Certificates of valor, though, go to Teri Adams, Cathy Barnett, Debra Bluford, Nancy Marcy and Stephanie Nelson. If any cast could make Harry Winston tiaras out of costume jewelry, this is it. The ladies blaze through two hours with fine voice and expert comic timing.

Their material, however, gives off the nostalgic aura of an old Ms.magazine. There's the feminist, quasi-lesbian poet, played by Bluford, who delivers three free-form rants united by the phrase He did it. Barnett plays a male construction worker whose freshest taunt to Nelson's female passerby is "Nice gazoombas." (The punch line here is that Nelson turns the tables by asking Barnett's character to show her his penis and, of course, he's outraged.) Three women at a male strip show live it up while their presumed husbands brood at home.

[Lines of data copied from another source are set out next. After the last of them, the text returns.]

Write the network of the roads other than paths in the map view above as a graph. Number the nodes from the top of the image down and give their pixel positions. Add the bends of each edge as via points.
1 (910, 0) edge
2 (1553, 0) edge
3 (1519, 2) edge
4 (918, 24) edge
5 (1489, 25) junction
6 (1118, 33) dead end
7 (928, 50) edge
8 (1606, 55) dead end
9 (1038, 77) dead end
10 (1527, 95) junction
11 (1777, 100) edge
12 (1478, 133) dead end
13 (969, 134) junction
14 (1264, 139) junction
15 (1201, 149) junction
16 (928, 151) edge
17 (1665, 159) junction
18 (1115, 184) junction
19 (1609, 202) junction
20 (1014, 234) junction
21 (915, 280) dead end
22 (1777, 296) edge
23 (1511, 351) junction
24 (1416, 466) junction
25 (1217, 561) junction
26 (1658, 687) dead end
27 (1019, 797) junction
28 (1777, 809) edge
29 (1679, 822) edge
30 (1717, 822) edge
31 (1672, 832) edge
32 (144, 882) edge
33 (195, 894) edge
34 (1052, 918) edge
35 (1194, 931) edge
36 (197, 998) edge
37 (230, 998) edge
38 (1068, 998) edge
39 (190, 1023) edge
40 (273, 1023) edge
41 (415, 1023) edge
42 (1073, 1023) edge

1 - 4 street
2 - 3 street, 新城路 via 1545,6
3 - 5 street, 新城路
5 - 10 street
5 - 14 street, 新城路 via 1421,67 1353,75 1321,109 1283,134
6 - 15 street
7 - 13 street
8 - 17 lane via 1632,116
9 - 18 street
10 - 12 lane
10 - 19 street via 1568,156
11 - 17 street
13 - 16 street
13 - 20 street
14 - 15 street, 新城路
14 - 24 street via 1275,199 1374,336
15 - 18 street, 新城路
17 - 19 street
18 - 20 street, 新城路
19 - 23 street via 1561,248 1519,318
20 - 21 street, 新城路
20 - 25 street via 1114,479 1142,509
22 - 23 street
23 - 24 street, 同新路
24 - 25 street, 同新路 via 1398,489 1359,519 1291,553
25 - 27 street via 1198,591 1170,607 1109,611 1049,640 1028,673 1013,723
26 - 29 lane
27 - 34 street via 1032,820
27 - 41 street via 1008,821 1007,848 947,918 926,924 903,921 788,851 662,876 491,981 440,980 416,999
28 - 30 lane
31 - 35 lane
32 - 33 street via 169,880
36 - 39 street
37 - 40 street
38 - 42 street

Some songs are unquestionably lovely. Adams' rendition of "The Portrait," Nelson's "I Sure Like the Boys" and Bluford's "Wheels" are poignant and splendidly sung. But there's a cookie-cutter sameness to the themes: Wide-eyed girls with dreams grow into women bearing the shrapnel of life's slings and arrows -- or their mothers'. When Adams and Nelson duet on "Friends" near the end of the show -- playing high school girls who are about to zip through their lives in three minutes flat -- you're hearing the last chorus before they finish the first verse.

Alice is directed at a clip by J. Kent Barnhart, who is surprisingly at ease without his usual tuxedo. During a couple of skits, he seems to be turning his head to the wall and biting his lip to keep from cracking up. His contribution here is having had the foresight to lock these busy ladies into his theater's schedule. About halfway through, though, I wanted to give Barnhart blanket permission and a big check to craft his own revue about women. He could mine many musicals or any Dixie Chicks album and find more depth for such capable performers. These debs deserves hotter dates.